One of the oldest refrains of those who bash capitalism is that speculators are bad people, inflating the ‘true’ price of X or Y from its supposed ‘correct’ level. It is no surprise that at the moment, those who speculate in the market for oil and other sought-after commodities like copper and gold are getting a lot of abuse. I guess they can take it. As I mentioned in this post on the same issue of the oil price, the level that crude oil is fetching in the market has been pushed to high levels for a whole host of reasons, with speculation playing a part, but not necessarily the major part.

In any field of endeavour where there are different appetites for taking on risk, you will get speculators. Speculators take the risk of a price going up or down that others are unwilling, for whatever reason, to shoulder. If it were not for speculators trading in those mysterious things like interest rate swaps or futures, I would not be able to have a fixed-rate mortgage on my house, for example. At the moment, hedge funds and other operators are willing to bet that the price of oil will go higher, and presumably could get cleaned out if the price turns, on say, a sudden discovery of a major oil reserve, an outbreak of peace in the Middle East, return to political sanity in Venezuela, or whatever. So just as one should not weep over the losses speculators make, it would be equally foolish to carp about the gains they are making now.

As for the Greens, they ought to be praising those strange-sounding investment vehicles called hedge funds. By pushing up oil to near $75 per barrel, they are doing their bit to show the folly of taking one’s children to school in those small trucks called SUVs, leaving the lights on all day and shunning alternative forms of energy. No wonder the share prices of alternative energy firms and even the nuclear sector are looking promising.

UPDATE: And this guy does not think much of the economic grasp of New York legal blowhard Elliot Spitzer, on a related topic.

13 comments to Speculators in the doghouse again

  • Richard Thomas

    Anyone who has a disagreement with speculators should cancel all their insurances forthwith.

    It’s not the speculators who are the problem anyway, it’s those skittish people who are so worried the prices are going to go up that they’ll buy from the speculators in the first place. In some cases, the risk is realistic that an unreasonably high price might be borne but in other cases, it is just people covering their ass with other peoples’ money.

    Rich

  • Simon Lawrence

    Other than providing much needed liquidity, speculators also better approximate the productive value of what they are speculating with. Without such a service our economic calculations are less accurate and everyone suffers.

    If there is a piece of land and the highest potential productivity of it requires it to be used a cinema – we can never know for sure, but just say – and it is being used for a video rental store. Then a speculator may spot that, push the price up, and so inform the owner of the store of his mistake.

    If the speculator is correct then he is rewarded for his intelligence, and if wrong then he is punished for it. In the case of the former he has benfited everyone and in the case of the latter, the previous owner of the land has received a very good price.
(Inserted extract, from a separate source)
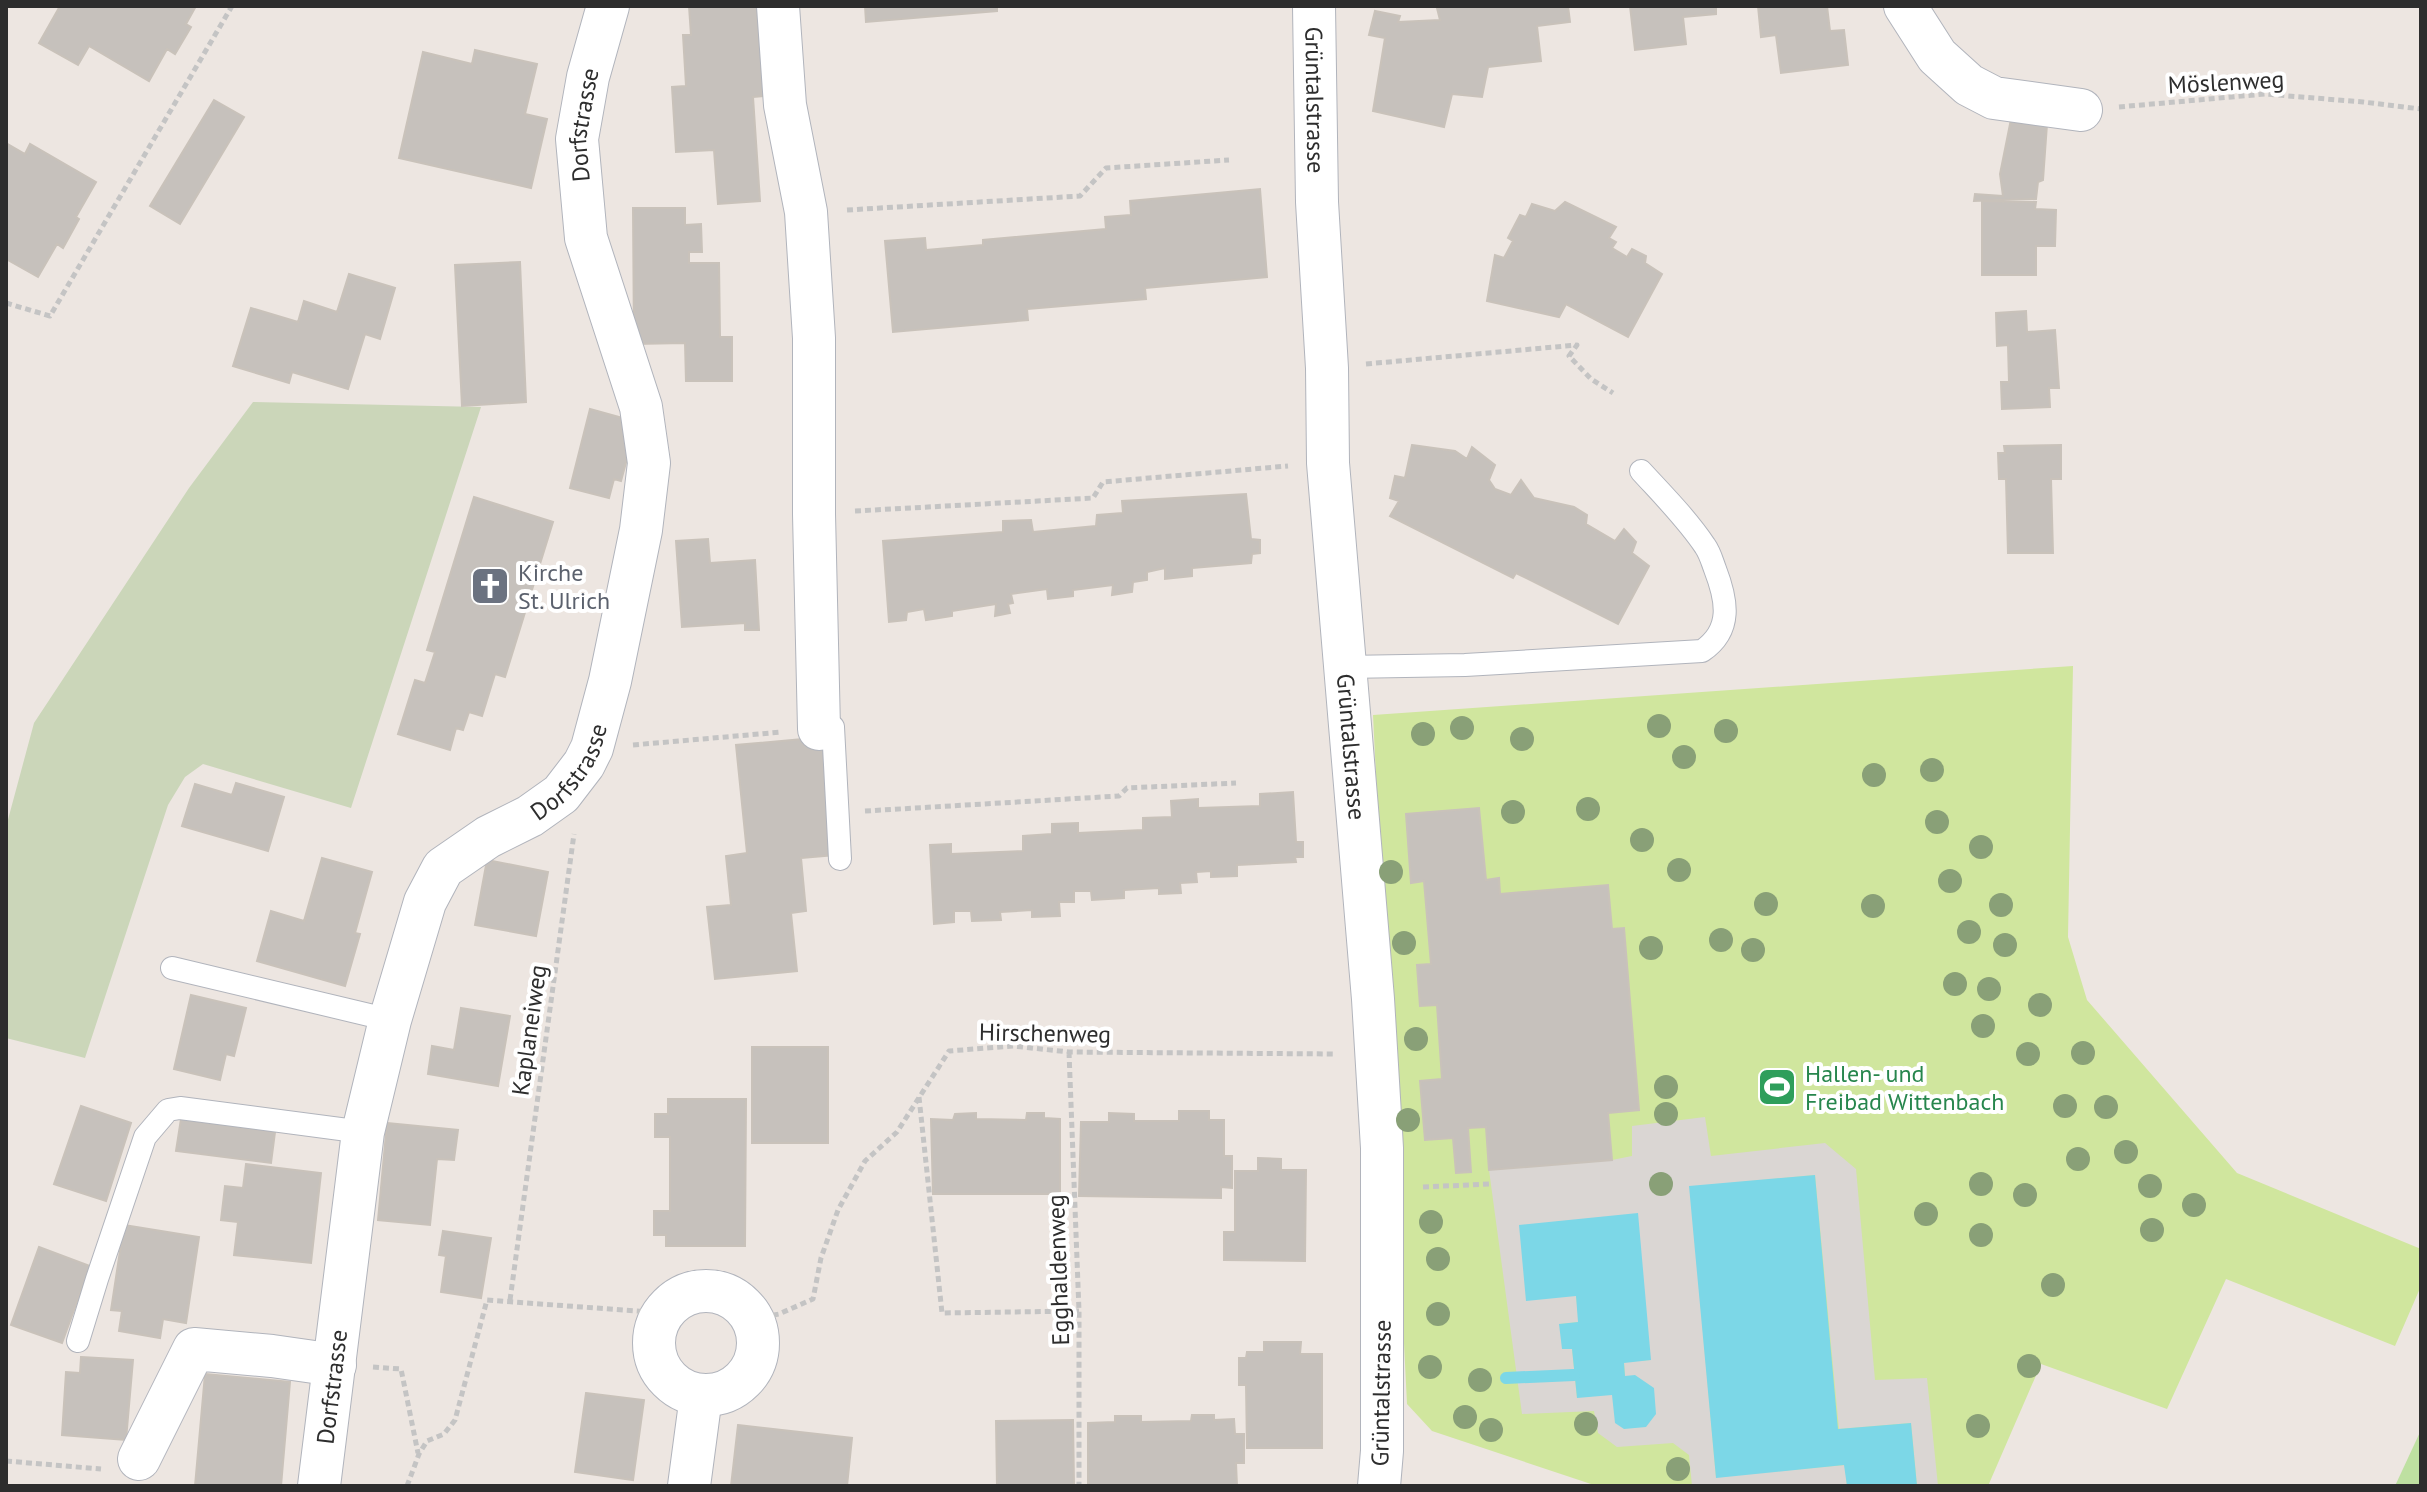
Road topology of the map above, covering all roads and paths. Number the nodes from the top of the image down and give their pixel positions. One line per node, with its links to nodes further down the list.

    This service is vital to any modern economy, and becomes more and more vital as the economy becomes more layered and complex. Which is the exact reason why there are so many people ‘speculating’.

    It can cause problems when the money supply is expanded but that is not the speculator’s fault, but the fault of the nationalised currency and fractional reserve banking system.

  • Kim du Toit

    For the Brits who do not know the worm called Elliot Spitzer, he is the Attorney-General in New York City who is a blight and a pestilence — okay, he’s a socialist AND populist, and an anti-gun, anti-business zealot.

    Worse yet, he’s also probably going to be the next governor of New York State — and if he’s voted into office there, two bad things will happen:

    1.) he’ll be the most liberal governor of NY state, ever, and
    2.) he’ll use that as a springboard to run for President in 2012.

    All I can say is, if he’s elected governor, then New Yorkers deserve everything that happens to them.

  • Nick M

    Kim,

    By “liberal” you mean what, precisely?

  • Johnathan Pearce

    Nick M, I think Kim uses liberal in its North American sense: ie., a mild form of socialism. It is such a shame that this word no longer means what it did in the age of the Founding Fathers, as I am sure Kim would be the first to concede.

  • Mike Lorrey

    JP is right. New York state actually has a Liberal Party, which is functionally the socialist wing of the Democratic Party in the state. There is also a Conservative Party that is functionally the conservative wing of the GOP in the state.

    NY has an election law that allows candidates for office and presidential elector delegates to be nominated by multiple parties, so the Liberal and Conservative Parties maintain their political viability and influence on the DNC and GOP in NY by nominating their candidates and delegates to the electoral college first, as a means of getting the point across to the DNC and GOP state convention who they need to nominate to get the liberal and conservative turnout (respectively).

    So, when Kim says that Eliot Spitzer is Liberal, it is both literally and in the general US definition of liberalism as socialist, even though the socialists essentially coopted the name (as their luddite bretheren have ironically adopted the word “progressive”).

  • People complaining about resources being at the ‘wrong’ price really mean, it is at a price that they don’t want to pay. Which is the point. The market is signalling that a resource is or could soon be more scarse and so it would be a good idea to substitute something else. Why can’t they understand that this isn’t a failure of the market, but a sign of it working properly?

  • mrk

    If the price of fuels in USA were high bc of taxation put on them (like they are in Europe), I guess nobody would question that?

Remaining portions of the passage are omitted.